Na década de 70, Zezito de Araújo, participou das primeiras iniciativas de fraternidade e expansão da vivência franciscana entre jovens na região nordeste do país.
Em 2016 participou das celebrações dos 40 anos da JUFRA em Penedo – AL, o qual foi um dos fundadores.
Em sua trajetória docente de quase três décadas na Universidade Federal de Alagoas (UFAL), esse extraordinário pesquisador “coordenou por 18 anos o então Núcleo de Estudos Afro-Brasileiros (Neab), atualmente Neabi [após passar também a incluir a causa indígena]. Sob sua liderança, inúmeras foram as ações empreendidas com alcance e destaque em nível nacional. A luta de Zezito na academia confunde-se também com seu aguerrido trabalho como ativista do movimento negro local e nacional, desde o primeiro ano que ingressou como docente, no curso de História, pertencente ao Instituto de Ciências Humanas, Comunicação e Artes (Ichca)”.

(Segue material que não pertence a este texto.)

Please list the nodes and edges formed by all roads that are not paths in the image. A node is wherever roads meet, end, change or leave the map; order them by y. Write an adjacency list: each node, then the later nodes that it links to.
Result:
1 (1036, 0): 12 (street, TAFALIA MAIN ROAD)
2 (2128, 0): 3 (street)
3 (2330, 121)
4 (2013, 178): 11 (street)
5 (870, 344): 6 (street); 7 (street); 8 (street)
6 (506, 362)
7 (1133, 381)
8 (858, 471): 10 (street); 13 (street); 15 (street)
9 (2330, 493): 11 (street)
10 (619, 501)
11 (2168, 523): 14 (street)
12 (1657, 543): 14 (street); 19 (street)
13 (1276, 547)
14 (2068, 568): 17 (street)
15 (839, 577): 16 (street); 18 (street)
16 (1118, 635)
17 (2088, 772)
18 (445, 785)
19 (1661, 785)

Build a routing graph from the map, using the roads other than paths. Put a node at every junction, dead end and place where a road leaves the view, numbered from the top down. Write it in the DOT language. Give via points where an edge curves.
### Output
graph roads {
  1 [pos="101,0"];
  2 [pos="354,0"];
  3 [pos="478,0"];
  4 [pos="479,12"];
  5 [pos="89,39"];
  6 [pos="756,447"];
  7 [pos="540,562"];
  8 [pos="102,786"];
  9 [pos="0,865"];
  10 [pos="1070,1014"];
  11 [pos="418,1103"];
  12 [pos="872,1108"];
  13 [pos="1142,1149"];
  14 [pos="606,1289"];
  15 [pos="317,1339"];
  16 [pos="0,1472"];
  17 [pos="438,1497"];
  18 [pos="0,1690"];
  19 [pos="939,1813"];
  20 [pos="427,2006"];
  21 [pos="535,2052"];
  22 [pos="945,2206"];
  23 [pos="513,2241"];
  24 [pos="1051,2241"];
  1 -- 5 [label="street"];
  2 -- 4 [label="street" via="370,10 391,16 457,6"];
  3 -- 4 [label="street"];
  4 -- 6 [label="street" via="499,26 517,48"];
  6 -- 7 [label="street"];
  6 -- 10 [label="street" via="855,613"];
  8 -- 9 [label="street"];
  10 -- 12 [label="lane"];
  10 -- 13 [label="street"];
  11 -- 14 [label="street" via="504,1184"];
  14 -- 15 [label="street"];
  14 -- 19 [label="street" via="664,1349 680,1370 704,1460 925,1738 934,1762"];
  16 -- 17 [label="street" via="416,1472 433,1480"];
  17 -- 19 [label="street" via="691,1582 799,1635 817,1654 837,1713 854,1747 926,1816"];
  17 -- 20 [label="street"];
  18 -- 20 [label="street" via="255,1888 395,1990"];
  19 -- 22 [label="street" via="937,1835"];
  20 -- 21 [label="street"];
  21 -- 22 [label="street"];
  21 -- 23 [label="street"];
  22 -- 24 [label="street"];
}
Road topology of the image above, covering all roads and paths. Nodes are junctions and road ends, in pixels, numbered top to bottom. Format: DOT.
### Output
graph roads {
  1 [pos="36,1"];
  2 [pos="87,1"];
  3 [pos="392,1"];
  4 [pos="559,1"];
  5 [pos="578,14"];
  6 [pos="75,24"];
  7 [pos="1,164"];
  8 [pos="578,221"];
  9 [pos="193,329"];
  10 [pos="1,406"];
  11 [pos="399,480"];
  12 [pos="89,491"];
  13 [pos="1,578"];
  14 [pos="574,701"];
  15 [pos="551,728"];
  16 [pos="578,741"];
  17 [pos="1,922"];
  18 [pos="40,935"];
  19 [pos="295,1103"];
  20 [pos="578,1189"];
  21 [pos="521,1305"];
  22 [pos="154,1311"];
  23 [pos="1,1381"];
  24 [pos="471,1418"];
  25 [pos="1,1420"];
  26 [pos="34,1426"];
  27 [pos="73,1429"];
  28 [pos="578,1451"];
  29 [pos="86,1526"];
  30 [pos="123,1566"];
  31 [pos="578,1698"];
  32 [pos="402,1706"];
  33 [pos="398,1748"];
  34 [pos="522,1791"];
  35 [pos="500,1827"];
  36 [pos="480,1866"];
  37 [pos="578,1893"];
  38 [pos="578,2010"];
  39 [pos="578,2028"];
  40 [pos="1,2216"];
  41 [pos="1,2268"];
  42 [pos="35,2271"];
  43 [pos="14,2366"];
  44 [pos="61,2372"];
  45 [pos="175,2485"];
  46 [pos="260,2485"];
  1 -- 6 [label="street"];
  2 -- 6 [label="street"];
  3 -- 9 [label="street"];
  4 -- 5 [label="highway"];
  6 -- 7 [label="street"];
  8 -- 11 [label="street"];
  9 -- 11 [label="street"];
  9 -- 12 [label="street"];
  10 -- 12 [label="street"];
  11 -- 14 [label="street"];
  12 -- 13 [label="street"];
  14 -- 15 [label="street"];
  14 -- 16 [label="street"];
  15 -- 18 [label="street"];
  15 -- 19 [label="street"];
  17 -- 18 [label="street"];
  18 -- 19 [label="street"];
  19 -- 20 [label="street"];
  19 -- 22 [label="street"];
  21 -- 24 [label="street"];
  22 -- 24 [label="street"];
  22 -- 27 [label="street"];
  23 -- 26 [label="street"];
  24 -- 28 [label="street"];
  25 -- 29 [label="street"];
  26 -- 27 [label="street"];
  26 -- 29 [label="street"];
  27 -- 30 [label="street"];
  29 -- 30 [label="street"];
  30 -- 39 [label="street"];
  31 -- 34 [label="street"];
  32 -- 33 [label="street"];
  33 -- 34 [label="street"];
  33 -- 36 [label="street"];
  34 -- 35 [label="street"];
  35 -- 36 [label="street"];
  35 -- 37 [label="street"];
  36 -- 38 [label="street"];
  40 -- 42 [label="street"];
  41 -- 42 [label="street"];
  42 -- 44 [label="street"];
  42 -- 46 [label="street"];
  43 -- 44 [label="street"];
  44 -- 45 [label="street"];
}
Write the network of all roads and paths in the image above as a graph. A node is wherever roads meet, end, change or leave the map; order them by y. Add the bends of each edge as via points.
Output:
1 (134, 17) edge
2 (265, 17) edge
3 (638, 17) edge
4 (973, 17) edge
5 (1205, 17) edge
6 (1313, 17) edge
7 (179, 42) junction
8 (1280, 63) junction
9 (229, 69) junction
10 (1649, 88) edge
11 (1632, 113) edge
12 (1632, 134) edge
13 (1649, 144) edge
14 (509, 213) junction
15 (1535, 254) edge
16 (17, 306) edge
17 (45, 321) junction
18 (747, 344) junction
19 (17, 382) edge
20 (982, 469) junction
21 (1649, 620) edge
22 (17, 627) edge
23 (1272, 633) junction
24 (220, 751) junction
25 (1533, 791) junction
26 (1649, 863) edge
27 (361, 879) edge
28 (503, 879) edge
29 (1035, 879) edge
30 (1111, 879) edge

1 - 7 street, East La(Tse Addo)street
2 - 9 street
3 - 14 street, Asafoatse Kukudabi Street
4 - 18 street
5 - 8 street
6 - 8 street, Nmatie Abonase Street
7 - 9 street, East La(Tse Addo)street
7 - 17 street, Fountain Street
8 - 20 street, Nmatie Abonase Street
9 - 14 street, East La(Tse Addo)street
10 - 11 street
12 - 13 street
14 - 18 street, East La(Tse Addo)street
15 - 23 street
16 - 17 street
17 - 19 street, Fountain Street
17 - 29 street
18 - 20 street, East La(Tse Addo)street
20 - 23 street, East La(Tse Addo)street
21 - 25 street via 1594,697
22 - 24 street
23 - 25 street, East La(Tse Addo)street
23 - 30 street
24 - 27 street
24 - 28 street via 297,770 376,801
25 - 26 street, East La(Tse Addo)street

Outro exitoso trabalho na trajetória de luta e vida do ativista contra o racismo foi fazer parte da comissão que propôs ao então governo José Sarney, a criação da Fundação Cultural Palmares, em 1988. Zezito foi nomeado pelo titular do Ministério da Cultura para fazer parte do Conselho Curador da Fundação.
“A comissão foi criada para refletir o Centenário da Abolição em 1987, na qual fiz parte. As discussões acerca dos 100 Anos da Abolição da Escravidão no Brasil nos levaram a propor ao governo federal de então, a criar a Fundação Cultural Palmares”, relata Zezito.
Essa memória e notícia, segundo Washington Lima, ex-Secretário Nacional da JUFRA rememora à essência do carisma que foi semeada em Alagoas, sua terra natal, também por mãos negras e revolucionárias.